Apron Mod installation Guide

Contents

Electronics Hanger system
Hanger bracket
Raspberry Pi 3b+ (with micro SD)
PDU
32GB USB
USB to Serial Adapter
3ft Micro USB
15ft Micro USB
15ft HDMI Cable

Apron plastic with pre installed display and bezel.

Tools Needed

Needle nose pliers (for apron replacement and/or pulling staples in the backbox)
Philips head screw driver (for apron replacement)
Razor (or something sharp to cut the backbox screen, a screwdriver works as well, but not as clean)

Apron Replacement

Images coming soon…

Take glass of and lift playfield and rest on center playfield stand.

On the playfield metal hangers there nuts and bolts that holds the original apron to the playfield.

Plug one end of HDMI cable into the HDMI port on the display.

Plug the micro usb cable into the usb port on the display.

*****With one hand, apply slight pressure to the connectors on the display. You do not want to lift or bend up on the cables as you plug in. You can break the ports off without realizing it.****

Run the other ends of both cables back under the playfield and up the back of the backbox. Use provided cable ties to secure cables.

Plug the HDMI cable into the Raspberry Pi

Plug the USB end into the empty USB port on the PDU (power distribution unit) Do not plug into the Pi for power,

The HDMI cable will be snug between the metal ball arch and the display.. bend the cable to the left a little and the apron fits just in.

Remount the apron with the same nuts/bolts used with original apron.

There is a thin layer of peelable film on the top side of the apron to protect from scratch. Remove this film before putting glass back on.

 

Main Electronics

Here is how the electronics setup will come when shipped. I’ve connected pi power and the USB serial adapter already so there is no need to guess where those get plugged in.

The only thing left to do is replace your apron, plug in the HDMI cable at both ends and run the power from the distribution unit back to the display apron.

There is no need to run power from the power supply anymore. If done wrong, your could have fried your Pi. So, I’m eliminating that risk. Now, I can’t help it if you plug your power wires in backwards. If you look at your pinheck board at the top left corner, that is the main power that comes from the supply to the board.

I’ll have a close up pic on this are on the installation site showing how that power should be hooked up.

Black, ground.
Red, 5V
Yellow, 12V

This is a prototype backbox, You will have two RGB strips in your game.

1 – These are the hangers. You can either pull that staples on the screen and slip under to hang the electronics, or slice an X to poke through and hang. The choice is yours. Although I do not recommend this, but some owners say they will take the hangers off and screw down the plate to the backboard. Just a heads up, that wood is super tough!

2 – Serial adapter to pinheck board. Installation web page had more details about how this plugs in, but this provides a solid connection to the serial power. No need to solder header pins. See below “Serial Cable” section for detailed instructions.

3 – USB Media drive. This is a 32GB drive formatted as NTFS, 32kb sectors.
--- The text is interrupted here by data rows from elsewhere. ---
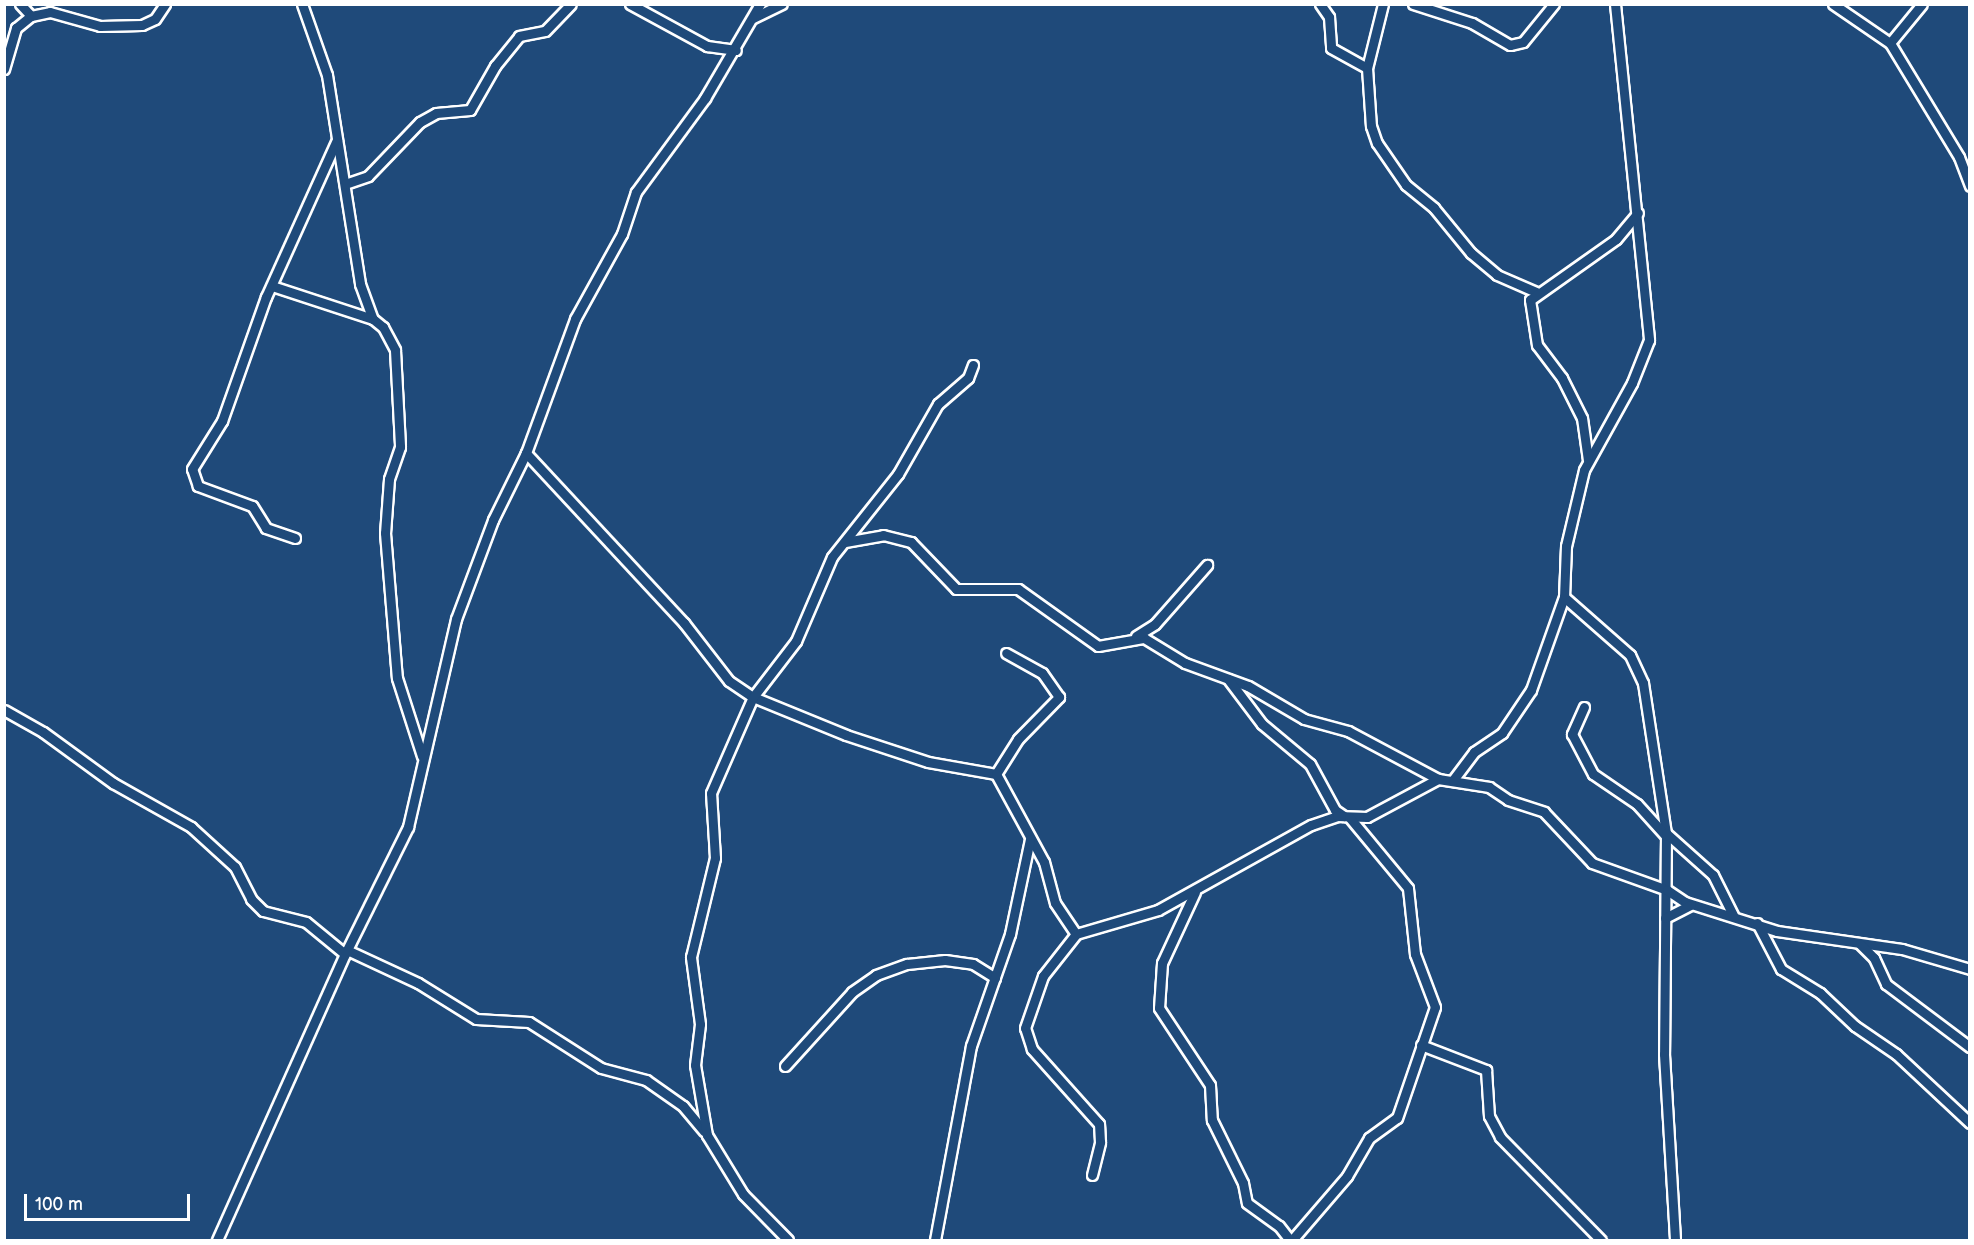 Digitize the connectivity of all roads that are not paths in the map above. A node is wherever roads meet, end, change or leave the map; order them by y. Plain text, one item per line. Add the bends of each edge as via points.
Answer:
1 (20, 4) edge
2 (165, 4) edge
3 (302, 4) edge
4 (571, 4) edge
5 (630, 4) edge
6 (759, 4) edge
7 (782, 4) edge
8 (1383, 4) edge
9 (1413, 4) edge
10 (1554, 4) edge
11 (1615, 4) edge
12 (1833, 4) edge
13 (1922, 4) edge
14 (1325, 6) edge
15 (31, 16) junction
16 (753, 18) junction
17 (1890, 43) junction
18 (736, 50) junction
19 (1367, 68) junction
20 (4, 69) edge
21 (336, 140) junction
22 (345, 184) junction
23 (1970, 186) edge
24 (1638, 213) junction
25 (272, 286) junction
26 (1536, 292) junction
27 (373, 320) junction
28 (974, 365) dead end
29 (526, 453) junction
30 (1588, 460) junction
31 (295, 538) dead end
32 (845, 542) junction
33 (1207, 565) dead end
34 (1563, 597) junction
35 (1136, 636) junction
36 (1006, 653) dead end
37 (1228, 679) junction
38 (753, 697) junction
39 (1584, 707) dead end
40 (4, 710) edge
41 (423, 758) junction
42 (996, 774) junction
43 (1438, 779) junction
44 (1453, 780) junction
45 (1346, 816) junction
46 (1666, 834) junction
47 (1030, 839) junction
48 (1667, 890) junction
49 (1195, 892) junction
50 (1693, 905) junction
51 (1734, 917) junction
52 (1665, 918) junction
53 (1757, 923) junction
54 (1076, 934) junction
55 (1860, 944) junction
56 (346, 952) junction
57 (1970, 969) edge
58 (995, 978) junction
59 (1421, 1045) junction
60 (1970, 1047) edge
61 (785, 1066) dead end
62 (1970, 1123) edge
63 (706, 1135) junction
64 (1092, 1175) dead end
65 (217, 1240) edge
66 (788, 1240) edge
67 (935, 1240) edge
68 (1291, 1240) edge
69 (1601, 1240) edge
70 (1675, 1240) edge

1 - 15 street
2 - 15 street via 154,19 142,25 100,26 50,12
3 - 21 street via 322,56
4 - 22 street via 545,31 519,36 495,66 470,110 436,113 420,122 368,176
5 - 18 street via 707,46
6 - 16 street
7 - 16 street
8 - 19 street
9 - 10 street via 1472,23 1510,45 1523,42
11 - 24 street
12 - 17 street
13 - 17 street
14 - 19 street via 1331,48
15 - 20 street via 15,28
16 - 18 street
17 - 23 street via 1959,157
18 - 29 street via 636,192 621,234 598,270 559,356
19 - 26 street via 1371,126 1394,171 1479,260 1497,275
21 - 22 street
21 - 25 street
22 - 27 street via 360,284
24 - 26 street via 1616,239
24 - 30 street via 1649,340 1632,383
25 - 27 street
25 - 31 street via 222,421 194,462 192,474 198,486 252,506 266,528
26 - 30 street via 1529,306 1534,336 1578,408
27 - 41 street via 383,327 395,350 400,447 388,479 385,533 392,645 404,710
28 - 32 street via 969,378 938,404 898,474 877,495
29 - 38 street via 684,623 729,681
29 - 41 street via 493,520 456,620
30 - 34 street via 1568,537
32 - 35 street via 867,535 911,542 961,591 1018,589 1098,646
32 - 38 street via 826,567 796,641
33 - 35 street via 1161,617
34 - 44 street via 1530,690 1502,733 1474,752
34 - 46 street via 1640,667
35 - 37 street via 1185,663
36 - 42 street via 1042,673 1059,697 1018,739
37 - 43 street via 1297,716 1360,737
37 - 45 street via 1262,724 1310,764 1335,810
38 - 42 street via 928,762
38 - 63 street via 711,793 715,858 691,957 700,1024 695,1065
39 - 46 street via 1572,734 1593,774 1637,804
40 - 56 street via 51,737 113,783 191,827 235,867 263,911 306,922
41 - 56 street via 408,827
42 - 47 street
43 - 44 street
43 - 45 street via 1372,815
44 - 48 street via 1489,787 1508,800 1544,812 1592,863
45 - 49 street via 1311,825
45 - 59 street via 1400,875 1412,899 1415,954 1435,998
46 - 48 street
46 - 51 street via 1713,875
47 - 54 street via 1044,862 1055,903
47 - 58 street via 1010,934
48 - 50 street
48 - 52 street
49 - 54 street via 1158,910
49 - 68 street via 1162,963 1159,1008 1210,1085 1212,1120 1243,1183 1247,1203
50 - 51 street
50 - 52 street via 1678,908
51 - 53 street
52 - 70 street via 1664,1081
53 - 55 street
53 - 62 street via 1781,969 1820,993 1855,1026 1896,1054
54 - 64 street via 1043,976 1025,1028 1032,1049 1099,1124 1100,1142
55 - 57 street via 1902,949
55 - 60 street via 1874,958 1886,984
56 - 63 street via 418,983 476,1019 529,1022 601,1068 646,1080 683,1106
56 - 65 street
58 - 61 street via 973,964 945,960 907,964 876,975 852,992
58 - 67 street via 970,1046
59 - 68 street via 1397,1118 1369,1138 1347,1176
59 - 69 street via 1486,1070 1489,1116 1500,1137
63 - 66 street via 743,1194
When you update your display, you can format if you like or delete the files/folders and replace with new content. The pi knows how to handle fragmentation. You should be able to use your favorite OS to update your media drive.
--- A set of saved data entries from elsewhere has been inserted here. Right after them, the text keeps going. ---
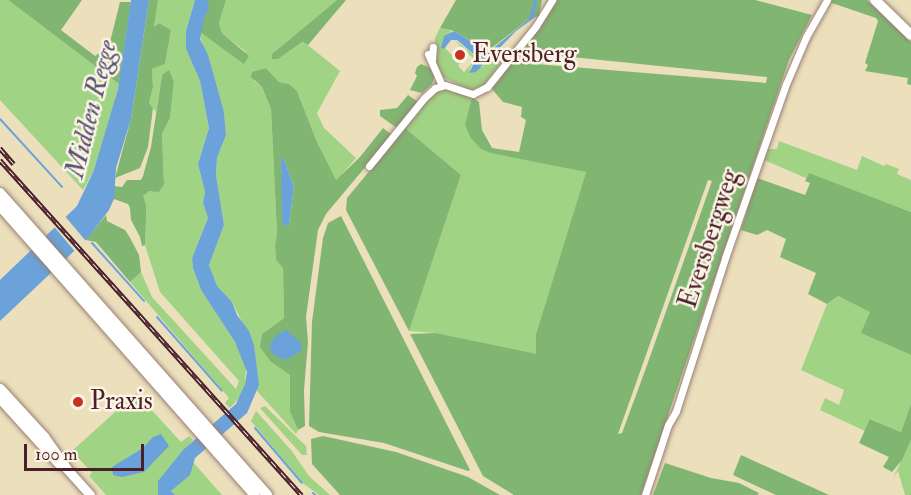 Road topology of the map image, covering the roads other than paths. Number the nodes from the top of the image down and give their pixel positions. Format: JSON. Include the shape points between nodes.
{"nodes":[{"id":1,"x":552,"y":0,"type":"edge"},
{"id":2,"x":827,"y":0,"type":"edge"},
{"id":3,"x":875,"y":0,"type":"edge"},
{"id":4,"x":911,"y":35,"type":"edge"},
{"id":5,"x":433,"y":47,"type":"dead end"},
{"id":6,"x":441,"y":85,"type":"junction"},
{"id":7,"x":369,"y":166,"type":"dead end"},
{"id":8,"x":0,"y":193,"type":"edge"},
{"id":9,"x":0,"y":206,"type":"edge"},
{"id":10,"x":34,"y":238,"type":"junction"},
{"id":11,"x":0,"y":388,"type":"edge"},
{"id":12,"x":0,"y":399,"type":"edge"},
{"id":13,"x":18,"y":408,"type":"junction"},
{"id":14,"x":223,"y":454,"type":"junction"},
{"id":15,"x":90,"y":495,"type":"edge"},
{"id":16,"x":255,"y":495,"type":"edge"},
{"id":17,"x":267,"y":495,"type":"edge"},
{"id":18,"x":645,"y":495,"type":"edge"}],
"edges":[{"from":1,"to":6,"type":"street","via":[[483,91],[469,93]]},
{"from":2,"to":18,"type":"street","name":"Eversbergweg","via":[[789,75],[760,152]]},
{"from":3,"to":4,"type":"main road"},
{"from":5,"to":6,"type":"street","via":[[430,57]]},
{"from":6,"to":7,"type":"street","via":[[426,96]]},
{"from":8,"to":10,"type":"main road"},
{"from":9,"to":10,"type":"main road"},
{"from":10,"to":14,"type":"main road"},
{"from":11,"to":13,"type":"street"},
{"from":12,"to":13,"type":"street"},
{"from":13,"to":15,"type":"street","via":[[58,463]]},
{"from":14,"to":16,"type":"main road"},
{"from":14,"to":17,"type":"main road"}]} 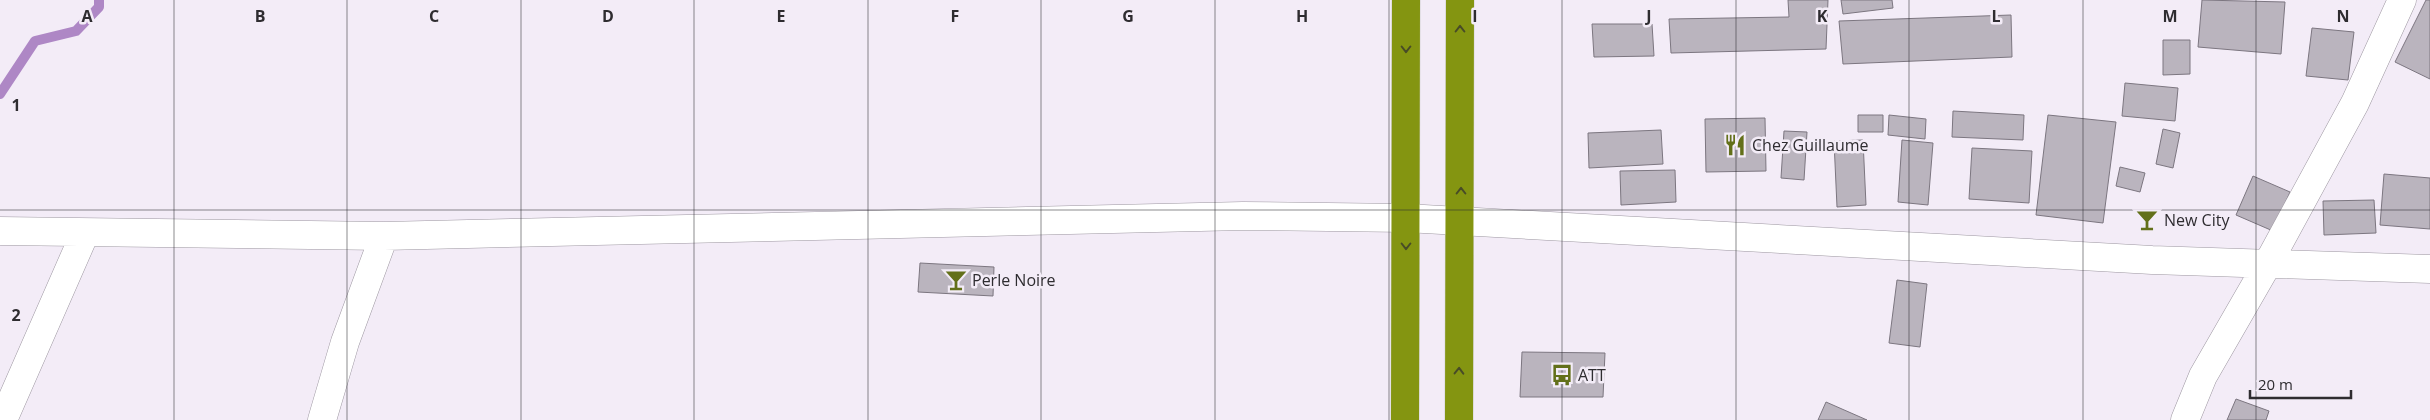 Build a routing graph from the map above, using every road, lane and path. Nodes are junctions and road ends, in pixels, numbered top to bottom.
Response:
1 (1406, 0) edge
2 (1460, 0) edge
3 (2402, 0) edge
4 (1406, 218) junction
5 (1461, 220) junction
6 (0, 231) edge
7 (85, 233) junction
8 (384, 236) junction
9 (2268, 265) junction
10 (2430, 269) edge
11 (3, 420) edge
12 (322, 420) edge
13 (1405, 420) edge
14 (1458, 420) edge
15 (2185, 420) edge

1 -> 4 highway
5 -> 2 highway
3 - 9 street
4 - 5 street
4 - 8 street
4 -> 13 highway
5 - 9 street
14 -> 5 highway
6 - 7 street
7 - 8 street
7 - 11 street
8 - 12 street
9 - 10 street
9 - 15 street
4 – USB serial adapter to the Pi. Do not plug this this into the power distribution unit, or the pi will never communicate with the pinheck system. It will come pre-installed.

5 – HDMI output of Pi. This will need to be connected at the time of install. Simply plug one end of the 15ft HDMI cable to the apron display and the other to the Pi’s HDMI port, making sure to run it under the playfield.
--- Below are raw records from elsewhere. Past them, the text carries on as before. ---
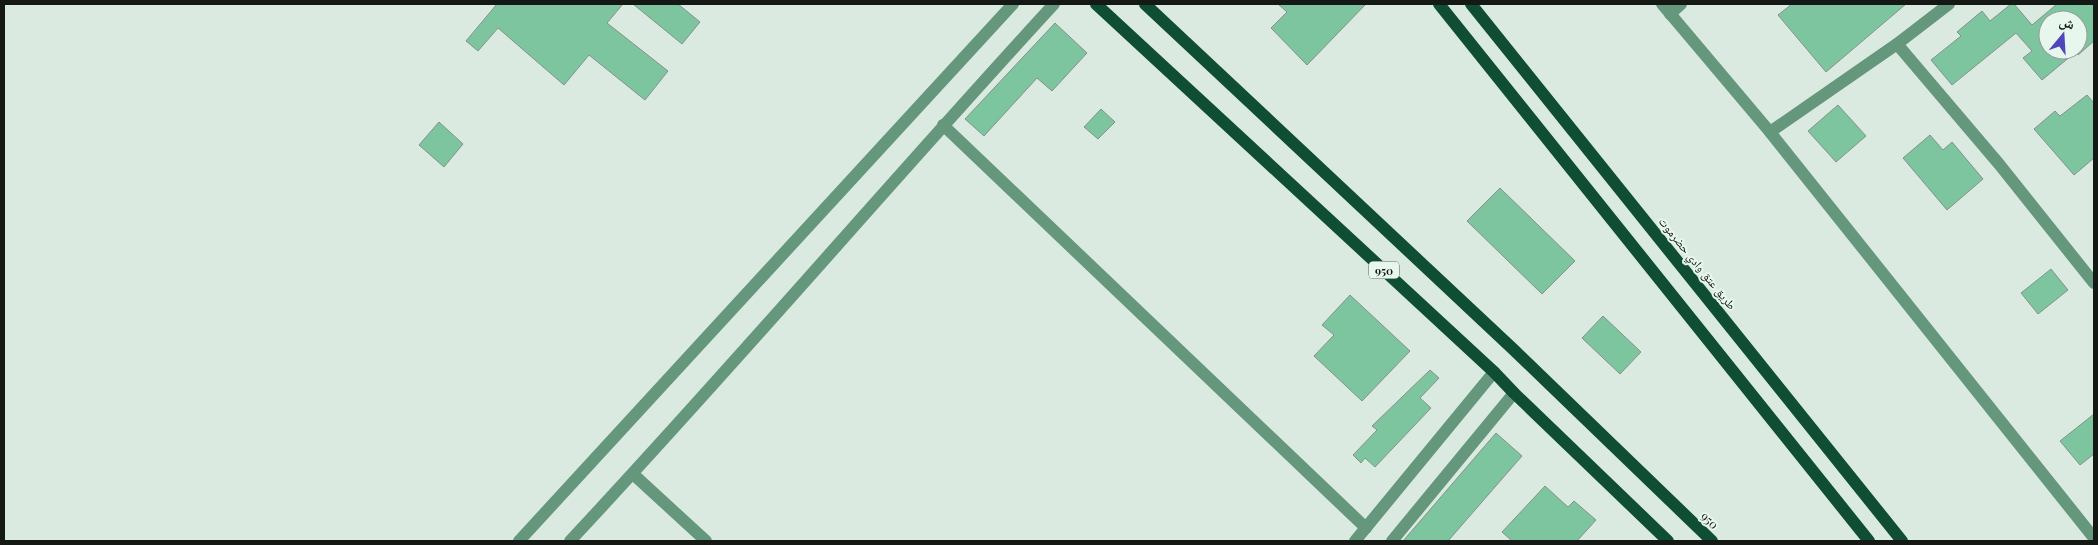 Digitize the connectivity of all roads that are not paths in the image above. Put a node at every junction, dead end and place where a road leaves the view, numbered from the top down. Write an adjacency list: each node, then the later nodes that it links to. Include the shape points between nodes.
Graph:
1 (1013, 4): 20 (street)
2 (1054, 4): 12 (street)
3 (1096, 4): 15 (main road, 950)
4 (1145, 4): 26 (main road, 950 / 950, via 1514,350)
5 (1439, 4): 27 (main road)
6 (1471, 4): 28 (main road, طريق عتق وادي حضرموت)
7 (1662, 4): 10 (street)
8 (1681, 4): 10 (street)
9 (1949, 4): 11 (street)
10 (1670, 14): 13 (street)
11 (1897, 44): 13 (street); 14 (street)
12 (943, 125): 17 (street); 18 (street)
13 (1770, 132): 19 (street)
14 (2092, 276)
15 (1494, 372): 16 (main road, 950); 18 (street)
16 (1514, 394): 24 (street); 25 (main road, 950)
17 (633, 474): 21 (street); 22 (street)
18 (1366, 528): 23 (street)
19 (2094, 538)
20 (519, 541)
21 (570, 541)
22 (706, 541)
23 (1355, 541)
24 (1392, 541)
25 (1668, 541)
26 (1712, 541)
27 (1869, 541)
28 (1902, 541)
6 – Micro USB Pi Power. This comes pre-installed, and runs from the power distribution unit to the Pi.

7 – Main power to Power Distribution Unit. The power cable has two ends. One end has one IDC connector that plugs into the PDU, the other has two IDC connectors. (this will change as the Z connectors are really hard to find. It will be replaced by a custom circuit) On the double end. the end with the z connectors plugs into the power wire that would have plugged into the pinheck board. The other IDC connector in the “middle” plugs into the pinheck board. Pay close attention to the color order.

8 – USB power to the Pi micro USB. Comes pre-installed.

9 – USB power for the Apron Display. Run this from the PDU to the Display, under the playfield. 15ft USB to micro USB cable.

10 – “Middle” IDC connector plugs into the pinheck board.

11 – End of IDC with Z connector that plugs into the power IDC from power supply. (formerly would have plugged into the pinheck board)

Power Connection to Pinheck

Here is the power cable to pinheck closeup.

The IDC connector on the pinheck board is the “middle” connector on the power wire.

You will have to unplug the main power from pinheck, and plug it into the “Z” connector on the new power cable. Making sure to match up the wire colors. Color order from left to right is Black / Yellow / Red.

The wire with two wires only, goes back to the PDU of the hanger system. PDU side comes plugged in already.


Serial Cable


This is the USB Serial cable adapter. This is a modified version that has been retrofitted with solderless header pins. There are 3 wires used in this system. TX/RX (white and green wires) and GND (black wire). The pin by itself (black) when plugged in, is at the bottom of the other two pin.

This is the section where the serial cable will plug in. There are 3 sections. We are only interested in the middle section. The adapter was designed to fit next to the Knocker plug.

 

This is a closeup of the board section and where each pin will be inserted. 1 – blackĀ  2 – green 3 – white

Please note that in this step it is helpful to have a lighted magnifying glass or use your cellphone in video mode to see whats going on better.

Line up the black single pin to the bottom hole of the middle section of header holes, but do not push in yet. Use the bottom pin as a pivot to guide the other two pins to line up. When all pins are lined up, use even pressure across all pins and press into place. It will be a snug fit, but this gives maximum pressure and contact area for error free data transmission.